Então é Natal; quer dizer, Copa. Então é Copa. Um evento internacional que faz girar toda uma economia própria como um trator sobre os direitos humanos — nada mais normal no capitalismo, devo dizer. Além de todas as questões frequentemente apontadas por setores críticos à realização da Copa do Mundo da FIFA no Brasil em meio a protestos diversos nas ruas de cidades-sede dos jogos, um outro aspecto parece estar sendo curiosamente ignorado: a Copa tem gênero.

Não é preciso muito esforço para perceber que o gênero da Copa — apesar da palavra no feminino — é masculino. A Copa é um evento organizado por uma corporação feita por homens (a FIFA), intermediado por governos compostos majoritariamente por homens (mesmo quando a presidenta é mulher), que tem como mote um esporte associado mais frequentemente com a masculinidade e o público masculino. Alguém ainda não tinha sacado?

Muitos dos produtos associados à Copa (e ao futebol) são direcionados a homens, não à toa. Tampouco é coincidência que a economia do sexo cresça em eventos do tipo. Mesmo ONGs internacionais que trabalham diretamente com homens para diminuir a desigualdade de gênero (como a Man Up Campaign) utilizam as copas do mundo como espaços de intervenção — pois sabem que seu público está ali.

Onde estarão as mulheres, então, na Copa do Mundo de 2014?

Provavelmente as veremos eleitas “musas” de torcidas quando brancas, magras e com corpos dentro de certo padrão; talvez as vejamos “mães” em homenagens de artilheiros que acabam de se tornar pais ou que se posicionam como filhos; mas o grosso delas, mesmo, pobres e negras, estará a serviço da máquina que faz funcionar o evento. Veremos mulheres vendendo comida em subempregos precários de empresas terceirizadas nos estádios. Veremos mulheres oferecendo serviços sexuais a brasileiros e estrangeiros que vêm aproveitar o país do futebol (e da sexualidade liberada) do imaginário internacional. Veremos mulheres nas ruas tentando vender artesanato a turistas. Veremos mulheres recebendo gente e entregando panfletos em aeroportos. Com muita sorte, conseguiremos avistar uma comentarista esportiva ou jornalista aqui e acolá. Mas há também as mulheres que não veremos; as mulheres invisíveis da economia de uma Copa do Mundo.

Não veremos as mulheres que ficarão em casa com as crianças enquanto os maridos jogam futebol, assistem futebol, comentam futebol. Não veremos as mulheres trancadas na cozinha fazendo a pipoca para a família inteira, nem veremos as mulheres lavando louças enquanto o resto da casa sai às ruas para comemorar vitória com vuvuzelas de todos os tamanhos e cores.
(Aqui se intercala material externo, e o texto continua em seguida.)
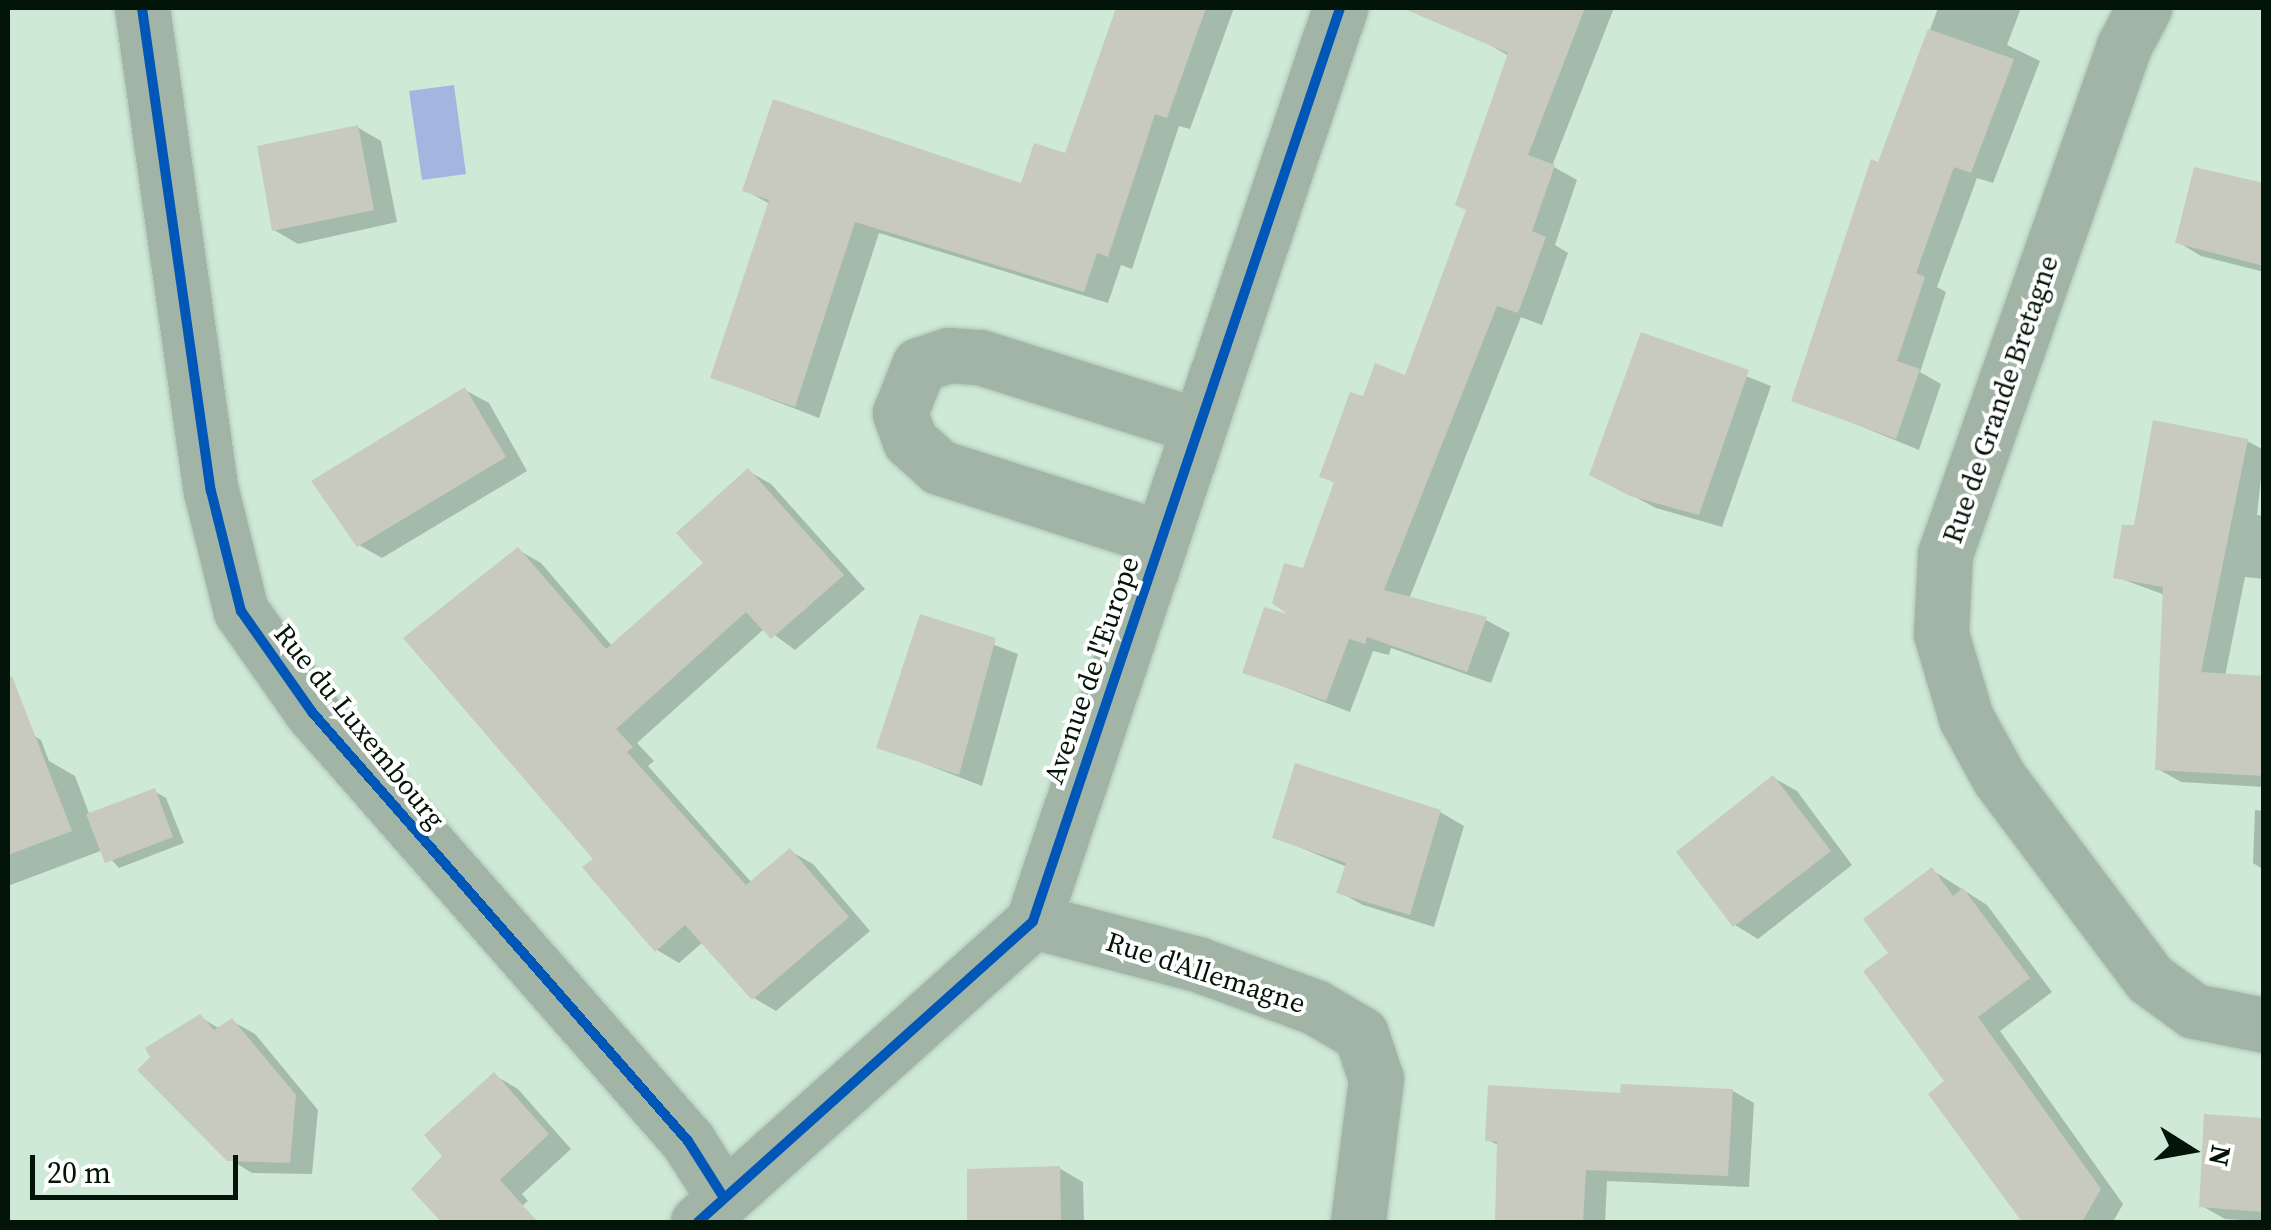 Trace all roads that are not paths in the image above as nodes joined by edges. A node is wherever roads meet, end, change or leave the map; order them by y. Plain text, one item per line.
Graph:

Não veremos as mulheres que trabalham nas empresas patrocinadoras ganhando 70% do salário de seus colegas homens. Nem veremos as que deixaram de ser promovidas porque desejavam um dia ter filhos. Não veremos as meninas oferecidas como produto em serviços sexuais.
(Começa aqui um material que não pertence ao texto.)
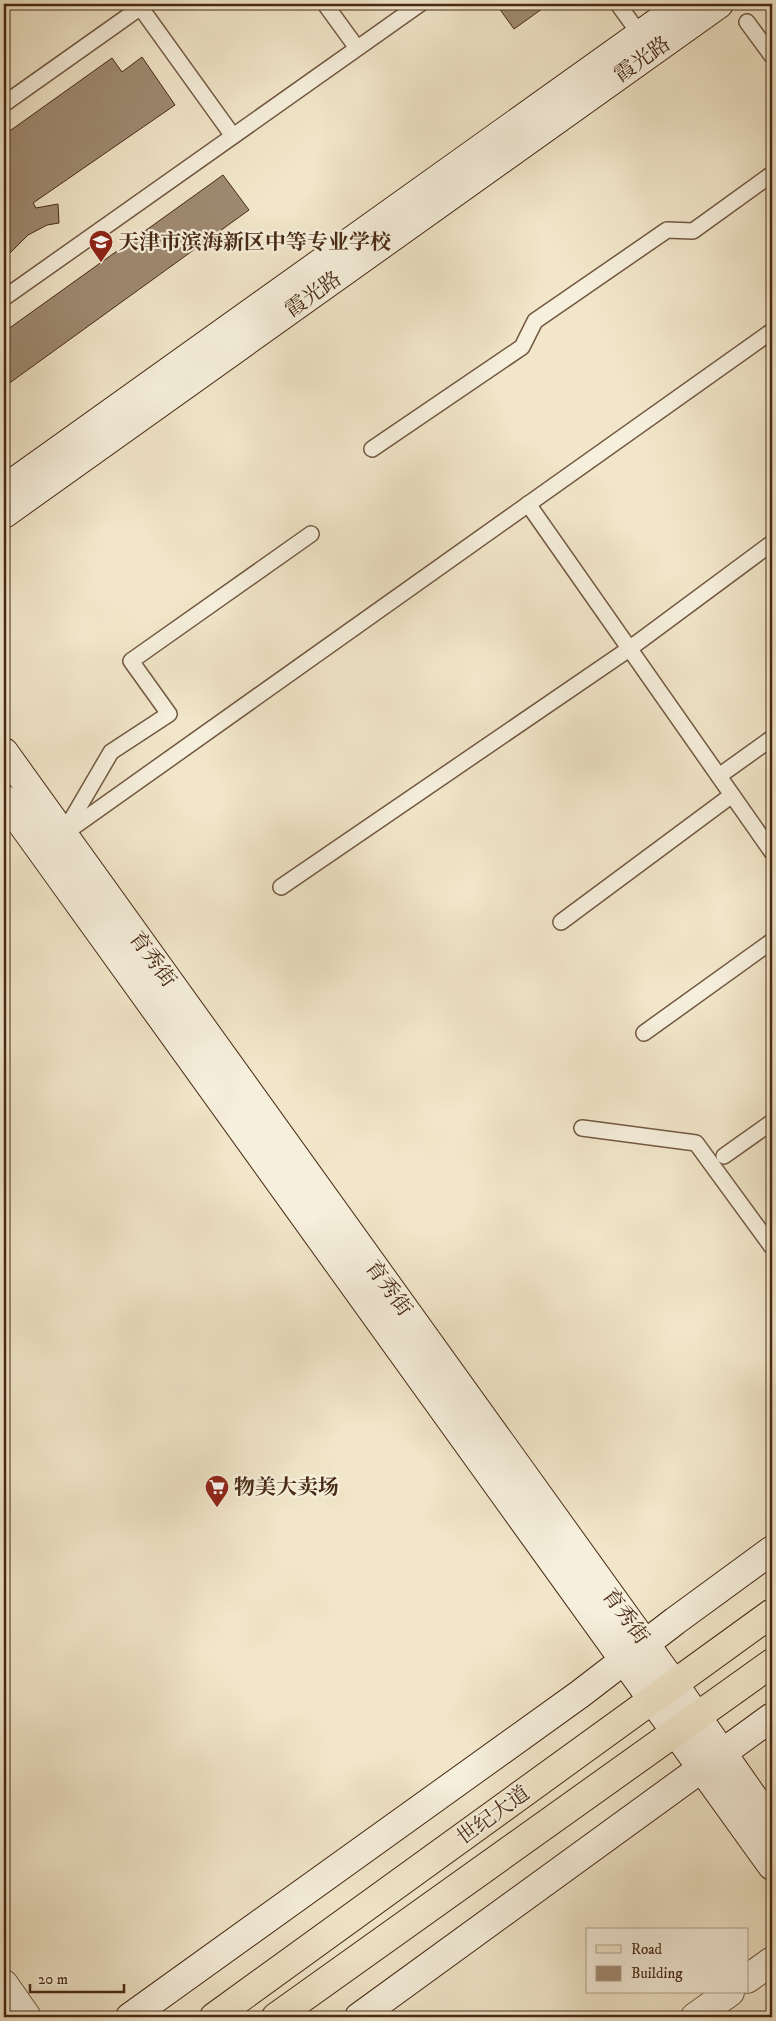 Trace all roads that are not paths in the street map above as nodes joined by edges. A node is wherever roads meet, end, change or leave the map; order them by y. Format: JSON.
{"nodes":[{"id":1,"x":325,"y":4,"type":"edge"},
{"id":2,"x":420,"y":4,"type":"edge"},
{"id":3,"x":618,"y":4,"type":"edge"},
{"id":4,"x":682,"y":4,"type":"edge"},
{"id":5,"x":719,"y":4,"type":"edge"},
{"id":6,"x":139,"y":5,"type":"edge"},
{"id":7,"x":747,"y":22,"type":"dead end"},
{"id":8,"x":646,"y":43,"type":"junction"},
{"id":9,"x":357,"y":48,"type":"junction"},
{"id":10,"x":772,"y":56,"type":"edge"},
{"id":11,"x":4,"y":104,"type":"edge"},
{"id":12,"x":233,"y":136,"type":"junction"},
{"id":13,"x":772,"y":174,"type":"edge"},
{"id":14,"x":4,"y":298,"type":"edge"},
{"id":15,"x":772,"y":331,"type":"edge"},
{"id":16,"x":372,"y":449,"type":"dead end"},
{"id":17,"x":4,"y":489,"type":"edge"},
{"id":18,"x":528,"y":504,"type":"junction"},
{"id":19,"x":4,"y":514,"type":"edge"},
{"id":20,"x":311,"y":534,"type":"dead end"},
{"id":21,"x":772,"y":543,"type":"edge"},
{"id":22,"x":629,"y":649,"type":"junction"},
{"id":23,"x":772,"y":738,"type":"edge"},
{"id":24,"x":4,"y":752,"type":"edge"},
{"id":25,"x":719,"y":776,"type":"junction"},
{"id":26,"x":732,"y":795,"type":"junction"},
{"id":27,"x":4,"y":799,"type":"edge"},
{"id":28,"x":63,"y":834,"type":"junction"},
{"id":29,"x":39,"y":849,"type":"junction"},
{"id":30,"x":772,"y":852,"type":"edge"},
{"id":31,"x":281,"y":888,"type":"dead end"},
{"id":32,"x":562,"y":922,"type":"dead end"},
{"id":33,"x":772,"y":941,"type":"edge"},
{"id":34,"x":644,"y":1033,"type":"dead end"},
{"id":35,"x":772,"y":1122,"type":"edge"},
{"id":36,"x":582,"y":1128,"type":"dead end"},
{"id":37,"x":724,"y":1156,"type":"dead end"},
{"id":38,"x":772,"y":1247,"type":"edge"},
{"id":39,"x":772,"y":1550,"type":"edge"},
{"id":40,"x":772,"y":1613,"type":"edge"},
{"id":41,"x":635,"y":1652,"type":"junction"},
{"id":42,"x":772,"y":1663,"type":"edge"},
{"id":43,"x":664,"y":1692,"type":"junction"},
{"id":44,"x":772,"y":1717,"type":"edge"},
{"id":45,"x":686,"y":1724,"type":"junction"},
{"id":46,"x":712,"y":1760,"type":"junction"},
{"id":47,"x":772,"y":1824,"type":"edge"},
{"id":48,"x":772,"y":1866,"type":"edge"},
{"id":49,"x":772,"y":1961,"type":"edge"},
{"id":50,"x":748,"y":1978,"type":"edge"},
{"id":51,"x":4,"y":1984,"type":"edge"},
{"id":52,"x":727,"y":1994,"type":"edge"},
{"id":53,"x":27,"y":2017,"type":"edge"},
{"id":54,"x":130,"y":2017,"type":"edge"},
{"id":55,"x":214,"y":2017,"type":"edge"},
{"id":56,"x":276,"y":2017,"type":"edge"},
{"id":57,"x":359,"y":2017,"type":"edge"},
{"id":58,"x":695,"y":2017,"type":"edge"}],
"edges":[{"from":1,"to":9,"type":"lane"},
{"from":2,"to":9,"type":"lane"},
{"from":3,"to":8,"type":"lane"},
{"from":4,"to":8,"type":"street","name":"霞光路"},
{"from":5,"to":8,"type":"street","name":"霞光路"},
{"from":6,"to":11,"type":"lane"},
{"from":6,"to":12,"type":"lane"},
{"from":7,"to":10,"type":"lane"},
{"from":8,"to":17,"type":"street","name":"霞光路"},
{"from":8,"to":19,"type":"street","name":"霞光路"},
{"from":9,"to":12,"type":"lane"},
{"from":12,"to":14,"type":"lane"},
{"from":13,"to":16,"type":"lane"},
{"from":15,"to":18,"type":"lane"},
{"from":18,"to":22,"type":"lane"},
{"from":18,"to":28,"type":"lane"},
{"from":20,"to":28,"type":"lane"},
{"from":21,"to":22,"type":"lane"},
{"from":22,"to":25,"type":"lane"},
{"from":22,"to":31,"type":"lane"},
{"from":23,"to":25,"type":"lane"},
{"from":24,"to":28,"type":"street","name":"育秀街"},
{"from":25,"to":26,"type":"lane"},
{"from":26,"to":30,"type":"lane"},
{"from":26,"to":32,"type":"lane"},
{"from":27,"to":29,"type":"street","name":"育秀街"},
{"from":28,"to":29,"type":"lane"},
{"from":28,"to":41,"type":"street","name":"育秀街"},
{"from":29,"to":41,"type":"street","name":"育秀街"},
{"from":33,"to":34,"type":"lane"},
{"from":35,"to":37,"type":"lane"},
{"from":36,"to":38,"type":"lane"},
{"from":39,"to":41,"type":"street"},
{"from":40,"to":43,"type":"main road","name":"世纪大道"},
{"from":41,"to":43,"type":"street","name":"育秀街"},
{"from":41,"to":54,"type":"street"},
{"from":42,"to":45,"type":"main road","name":"世纪大道"},
{"from":43,"to":45,"type":"street","name":"育秀街"},
{"from":43,"to":55,"type":"main road","name":"世纪大道"},
{"from":44,"to":46,"type":"street"},
{"from":45,"to":46,"type":"street","name":"育秀街"},
{"from":45,"to":56,"type":"main road","name":"世纪大道"},
{"from":46,"to":47,"type":"street","name":"育秀街"},
{"from":46,"to":48,"type":"street","name":"育秀街"},
{"from":46,"to":57,"type":"street"},
{"from":49,"to":50,"type":"street"},
{"from":51,"to":53,"type":"street"},
{"from":52,"to":58,"type":"street"}]}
Que pano esconde essas mulheres? Que linha imaginária as exclui da imagem tão masculina da Copa do Mundo, se são tantas e em posições tão essenciais à realização do megaevento?

Enquanto sociedade, quando construímos as percepções sobre o que significa “ser homem”, “ser mulher” e, junto a isso, o que consideramos como “masculinidade” e “feminilidade”, aos poucos nos colocamos em formas. Construídos nessas formas, também enquanto sujeitos nos identificamos com suas linhas gerais — mesmo quando as questionamos, ou quando procuramos romper com elas. Faz parte de nós essa espécie de enquadramento em identidades masculinas e femininas, em identidades como homens ou mulheres (ainda que não sejam essas duas as únicas possíveis em relação ao gênero).

Isso quer dizer que, quando associamos o futebol à masculinidade, reforçamos que os homens sigam gostando de futebol e que as mulheres sigam não gostando; também invisibilizamos as mulheres que rompem com a regra e, sim, gostam de futebol. Ao mesmo tempo, desqualificamos as mulheres que procuram se inserir nesse meio (como foi feito com a bandeirinha Fernanda Colombo há alguns dias), apelando para sua feminilidade ou para sua suposta falta de feminilidade conforme nos convém.

Mais do que reconhecer a existência das mulheres na estrutura geral da Copa do Mundo, é preciso desconstruir a associação imediata do futebol com a masculinidade. Essa associação — tão forte — é o que exclui, segrega e marginaliza as mulheres que, aos milhares, farão a Copa do Mundo acontecer.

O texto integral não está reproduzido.